WORK REQUIRED
Please copy out all lines of the entries that contain the word "linecap".
*** TASK MATERIAL ***
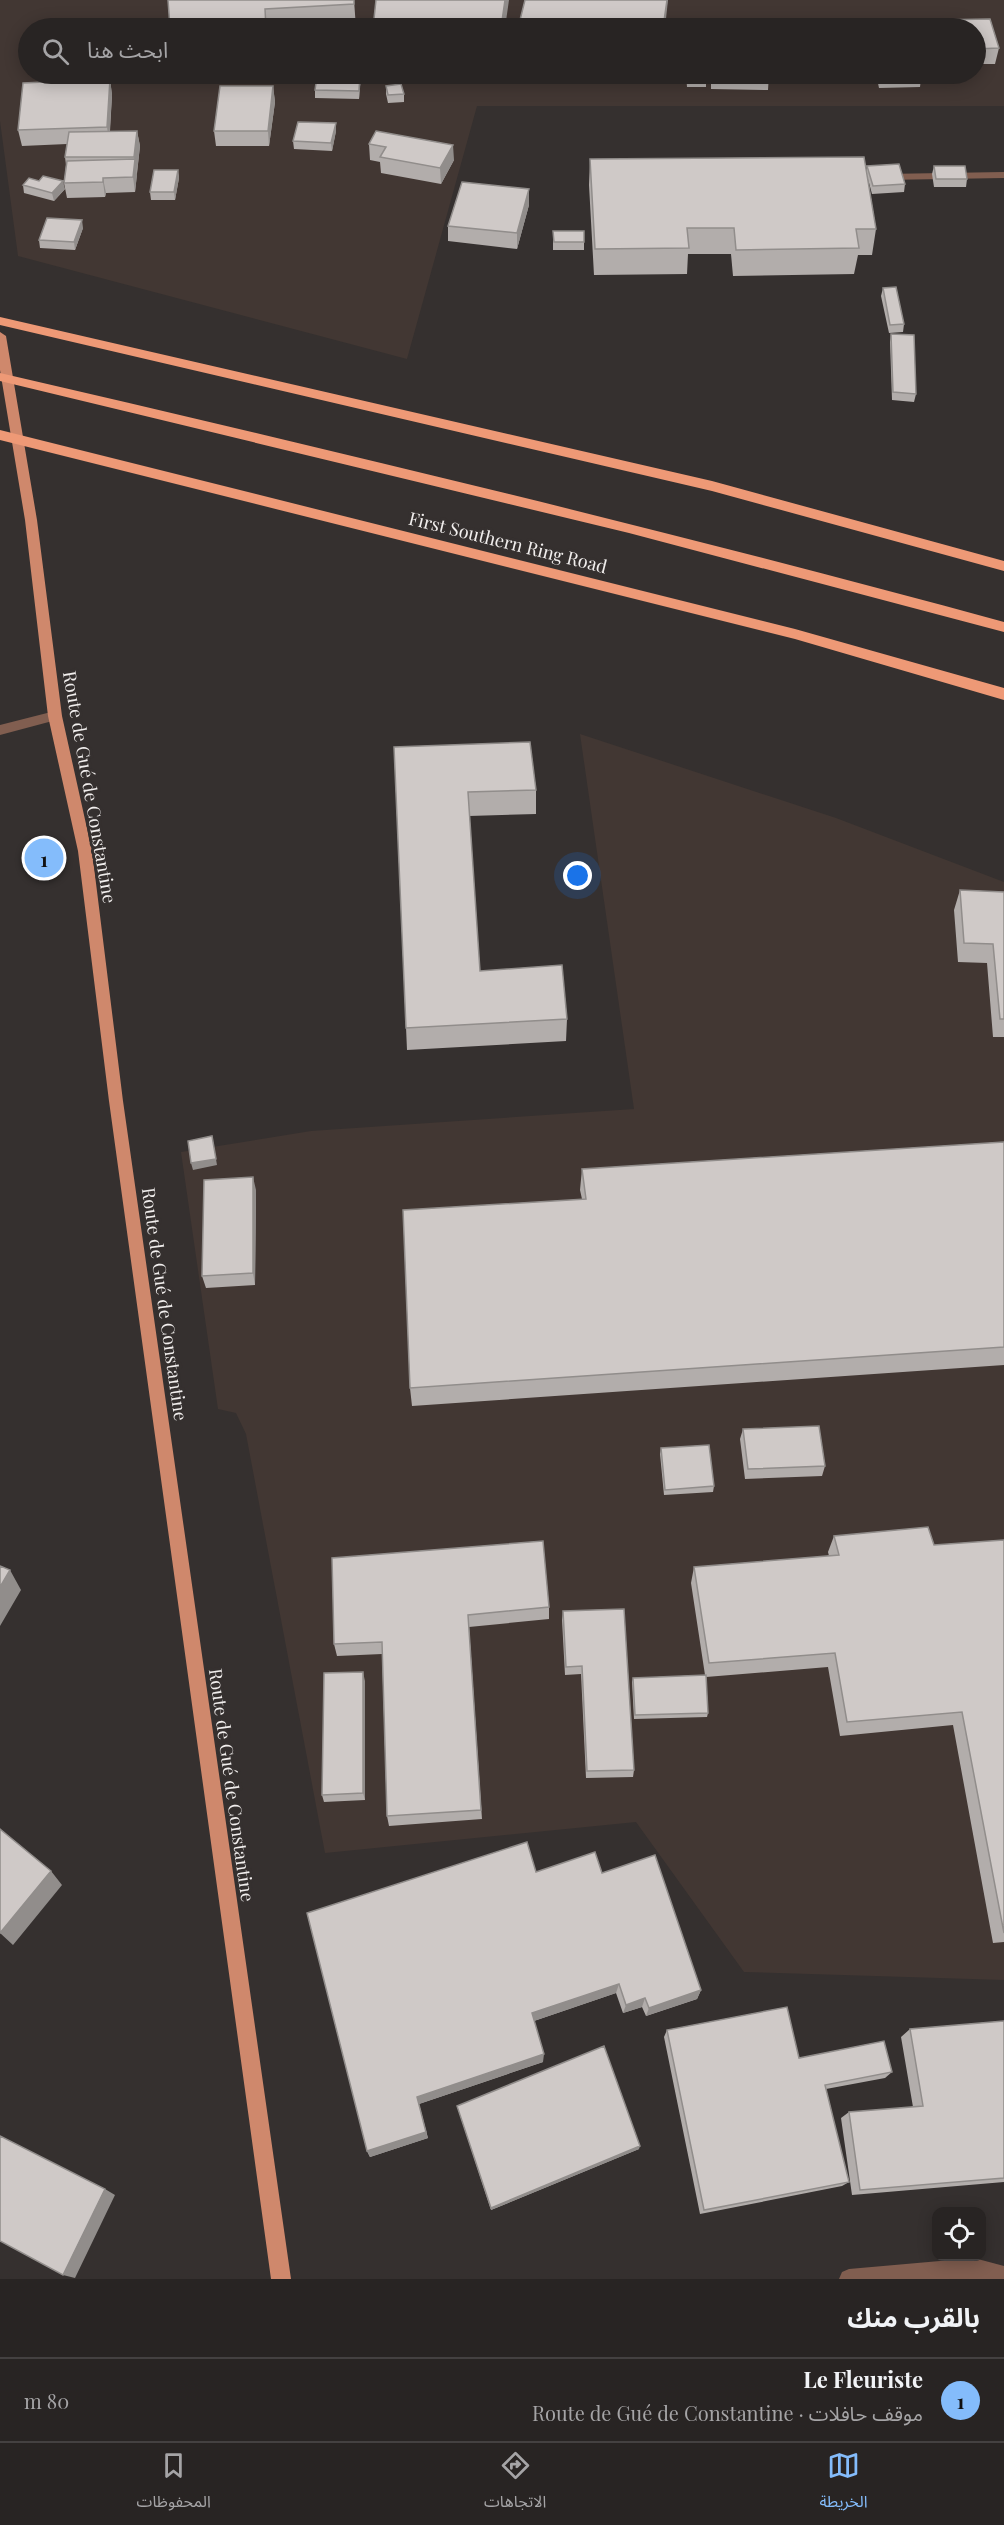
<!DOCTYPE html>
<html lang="ar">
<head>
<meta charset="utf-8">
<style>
  :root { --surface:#282423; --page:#343030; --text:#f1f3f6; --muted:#a5a4a6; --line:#444141; --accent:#84bcfb }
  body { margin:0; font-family:"Playfair Display","Noto Sans Arabic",serif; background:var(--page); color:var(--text); direction:rtl }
  .controls { position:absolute; right:18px; bottom:18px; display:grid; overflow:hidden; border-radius:12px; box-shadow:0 3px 15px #0003 }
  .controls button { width:54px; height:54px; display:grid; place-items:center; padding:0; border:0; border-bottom:2px solid var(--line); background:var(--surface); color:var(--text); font:30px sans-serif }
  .you { position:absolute; left:578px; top:876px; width:21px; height:21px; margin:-15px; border:4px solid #fff; border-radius:50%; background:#1a73e8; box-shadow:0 0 0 9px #1a73e833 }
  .badge { display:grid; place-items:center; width:39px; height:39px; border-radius:50%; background:var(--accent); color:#111; font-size:20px; font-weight:700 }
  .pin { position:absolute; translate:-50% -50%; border:3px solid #fff; box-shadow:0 2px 6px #0006 }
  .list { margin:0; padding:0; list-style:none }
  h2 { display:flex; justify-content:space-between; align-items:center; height:78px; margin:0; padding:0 24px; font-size:26px }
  h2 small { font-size:20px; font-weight:400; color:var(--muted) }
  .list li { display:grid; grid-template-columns:39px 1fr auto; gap:18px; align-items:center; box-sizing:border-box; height:84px; padding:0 24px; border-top:2px solid var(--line) }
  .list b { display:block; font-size:22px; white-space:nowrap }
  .list p { margin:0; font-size:20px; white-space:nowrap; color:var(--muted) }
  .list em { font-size:20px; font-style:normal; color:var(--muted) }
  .icon { flex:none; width:33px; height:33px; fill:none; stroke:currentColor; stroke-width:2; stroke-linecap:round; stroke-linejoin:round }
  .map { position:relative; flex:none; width:1004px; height:2279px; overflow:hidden; direction:ltr }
  .search { position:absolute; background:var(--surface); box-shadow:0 3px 15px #0003; left:18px; right:18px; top:18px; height:66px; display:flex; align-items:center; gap:15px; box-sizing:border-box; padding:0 21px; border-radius:33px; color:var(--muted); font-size:22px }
  .sheet { height:162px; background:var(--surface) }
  nav { display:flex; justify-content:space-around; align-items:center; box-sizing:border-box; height:84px; border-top:2px solid var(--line); background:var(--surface); font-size:16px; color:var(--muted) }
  nav a { display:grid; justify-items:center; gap:3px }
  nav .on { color:var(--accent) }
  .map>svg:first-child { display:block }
</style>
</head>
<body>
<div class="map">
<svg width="1004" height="2279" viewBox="0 0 1004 2279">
  <rect width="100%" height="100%" fill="#35302f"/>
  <!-- built -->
  <path fill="#423733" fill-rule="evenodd" d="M0 0H1004V106H477L407 359 18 256 0 121ZM28 28H976V74H28Z
    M580 734 836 818 1004 882V1980L744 1972 636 1822 325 1853 246 1434 236 1413 218 1409 181 1152 311 1131 634 1109Z"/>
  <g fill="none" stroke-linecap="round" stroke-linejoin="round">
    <!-- minor -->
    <path fill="#815e50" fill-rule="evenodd" d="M1004 172V178L884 180 879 177 884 174Z
      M55 711 60 713 62 716 60 719 0 735V725Z
      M974 2258 1004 2266V2279H839L842 2272 849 2269Z"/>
    <!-- major -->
    <path fill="#cf886c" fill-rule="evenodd" d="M0 332 6 336 37 520 62 716 92 851 123 1101 291 2279H271L109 1101 78 851 48 716 25 520 0 370Z"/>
    <!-- highway -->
    <path fill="#ee9976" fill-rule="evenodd" d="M0 317 712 481 1004 561V571L712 491 0 325Z
      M0 373C336 451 671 531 1004 622V632L629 533 0 381Z
      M0 430 795 629 1004 688V700L795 639 0 440Z"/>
  </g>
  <!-- wall -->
  <path fill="#b2adab" d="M168 0H354L356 28H170Z
    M990 19 999 48 995 64H975V28H930L932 20Z
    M174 74H270V78L175 84Z
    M334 74H361L359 99 315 98V90L334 76Z
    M446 74H497V79L446 78Z
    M513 74H659L658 81 513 75Z
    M686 74H706V87H687Z
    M711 74H769L768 90 711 89Z
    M769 74H855L854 84 770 83Z
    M876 74H920L921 79 920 87 879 88Z
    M110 79 112 95 110 131H137L140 146 135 192 106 193 105 197 67 198 64 183 66 165 65 157 67 144 22 146 18 130Z
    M273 86 275 102 269 146H216L214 131Z
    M386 86 404 94V102L388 103 386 94Z
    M336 131 332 151 294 149 293 141Z
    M369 144 454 160 441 184 381 173 380 162 370 160Z
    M590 159 866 172 867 166 905 184 904 192 872 194 868 179 876 229 872 255H858L854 274 733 276 731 254H688L687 274 594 275 589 185Z
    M934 166 967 179 966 187H934L932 174Z
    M178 170 179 178 175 200H151L150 192Z
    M39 181 65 189 54 201 24 193 23 185Z
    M529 189V205L517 249 448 241V226Z
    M83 228 75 250 40 248 39 240Z
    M553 231 584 242V250H553Z
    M883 288 904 324 903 332 889 333 881 296Z
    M891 334 916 394 914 402 892 400 890 342Z
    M394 747 536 790V814L469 816 480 971 567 1019 566 1041 407 1050Z
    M960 890 1004 892V1037H993L987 963 958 962 954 910Z
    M1004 1142V1365L412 1406 410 1388 582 1199 580 1190 582 1169Z
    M256 1190 255 1285 206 1288 202 1276Z
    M743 1429 825 1466 822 1476 745 1479 740 1439Z
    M661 1448 714 1486 713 1492 664 1495 660 1454Z
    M834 1536 934 1545 1004 1540V1942L993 1943 953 1725 840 1736 828 1667 706 1677 708 1713 707 1717 634 1719 632 1682 633 1678 705 1675 691 1583 694 1567 829 1556 828 1552Z
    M332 1558 549 1607V1619L469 1627 482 1819 389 1826 387 1816 382 1654 337 1656 334 1644Z
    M563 1611 634 1770 633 1777 586 1778 581 1674 565 1675 562 1620Z
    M365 1681V1800L324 1802 322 1795Z
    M536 1872 602 1873 701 1990 697 1999 646 2016 642 2007 623 2013 616 1993 534 2021 543 2062 419 2104 428 2138 370 2157 367 2151Z
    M1004 2021V2182L852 2195 841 2118 849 2112 913 2107 901 2037 910 2029Z
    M667 2030 799 2058 892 2072 885 2078 826 2089 849 2182 842 2186 700 2214 664 2037Z
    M457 2106 639 2149 491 2210Z"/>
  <!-- shaded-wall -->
  <path fill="#918d8b" d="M505 0H509L505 28H501Z
    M667 0H668L665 28H663Z
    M360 74 361 78 359 99V91Z
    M110 79 112 95 109 142 107 127Z
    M273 86 275 102 269 146 268 131Z
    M336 123V131L332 151 331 143Z
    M137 131 140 146 137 172 134 157Z
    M453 145 454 160 441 184 440 168Z
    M135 159 137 175 135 192 133 177Z
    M178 170 179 178 175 200 174 192Z
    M103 178 106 193 105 197 103 182Z
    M63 181 65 189 54 201 52 193Z
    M529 189V205L517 249V233Z
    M82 220 83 228 75 250 74 242Z
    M212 1136 217 1165 193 1170 191 1163Z
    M253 1177 256 1190 255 1285 253 1273Z
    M10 1570 21 1590 0 1626V1587Z
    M363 1672 365 1681V1800L363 1793Z
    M51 1871 62 1885 13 1945 0 1933Z
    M619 1984 616 1993 531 2022 532 2013Z
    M701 1990 697 1999 646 2016 649 2008Z
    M645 1998 642 2007 623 2013 626 2005Z
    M544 2054 543 2062 419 2104 417 2097Z
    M426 2132 428 2138 370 2157 367 2151Z
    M640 2146 639 2149 491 2210V2208Z
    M105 2189 115 2195 75 2278 63 2275Z"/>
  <!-- building -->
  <path fill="#cfc9c7" stroke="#918d8b" stroke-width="1.5" d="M168 0H354V4L265 9 266 28H170Z
    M376 0H505L501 28H373Z
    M525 0H667L663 28H518Z
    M990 19 999 48 975 49V28H934L932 20Z
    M334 74H360L359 91 315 90 317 76H334Z
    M687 74H706L707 79H687Z
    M712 74H769V82L712 81Z
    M879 74H920L921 79 880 80Z
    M110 79 107 127 18 130 23 83Z
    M401 84 404 94 388 95 386 86Z
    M220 86H273L268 131H214Z
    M298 122 336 123 331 143 293 141Z
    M137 131 134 157H65L69 132Z
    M376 131 453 145 440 168 380 157 386 147 369 144Z
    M864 157 876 229H856L859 248 736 250 734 228H687L689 248 595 249 590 159Z
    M135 159 133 177 103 178V182L64 183 67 161Z
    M899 164 905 184 873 186 867 166Z
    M934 166H965L967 179H936Z
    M154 170H178L174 192H150Z
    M43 176 63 181 52 193 23 185 29 178 39 181Z
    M462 182 529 189 517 233 448 226Z
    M47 218 82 220 74 242 39 240Z
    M553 231H584V242H554Z
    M896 287 904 324 890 325 883 288Z
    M891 334 914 335 916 394 893 392Z
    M530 742 536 790 468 792 480 971 562 965 567 1019 406 1028 394 747Z
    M960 890 1004 892V1019H1000L993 944 964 943Z
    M212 1136 216 1159 191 1163 188 1141Z
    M1004 1142V1347L410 1388 403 1210 586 1199 582 1169Z
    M253 1177V1273L202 1276 204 1180Z
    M819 1426 825 1466 748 1469 743 1429Z
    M709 1445 714 1486 665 1490 661 1448Z
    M928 1527 934 1545 1004 1540V1933L962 1712 847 1722 835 1653 709 1663 694 1567 839 1555 834 1536Z
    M543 1541 549 1607 468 1615 481 1810 387 1816 382 1642 334 1644 332 1558Z
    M0 1566 10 1570 0 1587Z
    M624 1609 634 1770 587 1771 582 1666 566 1667 563 1611Z
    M363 1672V1793L322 1795 324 1673Z
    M706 1675 708 1713 635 1715 633 1678Z
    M0 1829 51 1871 0 1933Z
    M527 1842 536 1872 595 1852 602 1873 655 1855 701 1990 649 2008 645 1998 626 2005 619 1984 532 2013 544 2054 417 2097 426 2132 367 2151 307 1913Z
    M787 2007 799 2058 884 2041 892 2072 825 2085 849 2182 704 2210 667 2030Z
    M1004 2021V2178L860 2190 849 2112 923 2106 910 2029Z
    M604 2046 640 2146 491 2208 457 2106Z
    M0 2136 105 2189 63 2275 0 2241Z"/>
  <g text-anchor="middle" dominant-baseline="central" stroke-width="6" stroke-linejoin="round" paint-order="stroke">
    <!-- street labels -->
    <g font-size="18" fill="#f1eeed" stroke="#35302f">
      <text transform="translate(508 542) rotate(14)">First Southern Ring Road</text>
      <text transform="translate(90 787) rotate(80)">Route de Gué de Constantine</text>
      <text transform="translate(165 1304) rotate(82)">Route de Gué de Constantine</text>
      <text transform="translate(232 1785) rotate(82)">Route de Gué de Constantine</text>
    </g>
  </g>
</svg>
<div class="controls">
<button><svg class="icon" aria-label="locate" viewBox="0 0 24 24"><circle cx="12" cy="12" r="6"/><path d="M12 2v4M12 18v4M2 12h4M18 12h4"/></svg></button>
</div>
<div class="you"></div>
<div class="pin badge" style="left:44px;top:858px">1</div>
<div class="search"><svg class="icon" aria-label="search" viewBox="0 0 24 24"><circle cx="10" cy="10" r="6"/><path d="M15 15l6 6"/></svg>ابحث هنا</div>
</div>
<section class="sheet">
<h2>بالقرب منك<small></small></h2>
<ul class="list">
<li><span class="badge">1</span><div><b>Le Fleuriste</b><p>موقف حافلات · Route de Gué de Constantine</p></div><em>80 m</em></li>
</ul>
</section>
<nav>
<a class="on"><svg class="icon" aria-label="map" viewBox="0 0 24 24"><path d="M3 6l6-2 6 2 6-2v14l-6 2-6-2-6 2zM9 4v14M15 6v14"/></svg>الخريطة</a>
<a><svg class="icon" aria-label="directions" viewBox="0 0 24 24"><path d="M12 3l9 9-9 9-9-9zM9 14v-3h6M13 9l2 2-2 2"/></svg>الاتجاهات</a>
<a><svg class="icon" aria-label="saved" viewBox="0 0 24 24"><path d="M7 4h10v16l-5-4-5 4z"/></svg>المحفوظات</a>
</nav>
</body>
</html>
***
OUTPUT FOR THIS EXERCISE
  .icon { flex:none; width:33px; height:33px; fill:none; stroke:currentColor; stroke-width:2; stroke-linecap:round; stroke-linejoin:round }
  <g fill="none" stroke-linecap="round" stroke-linejoin="round">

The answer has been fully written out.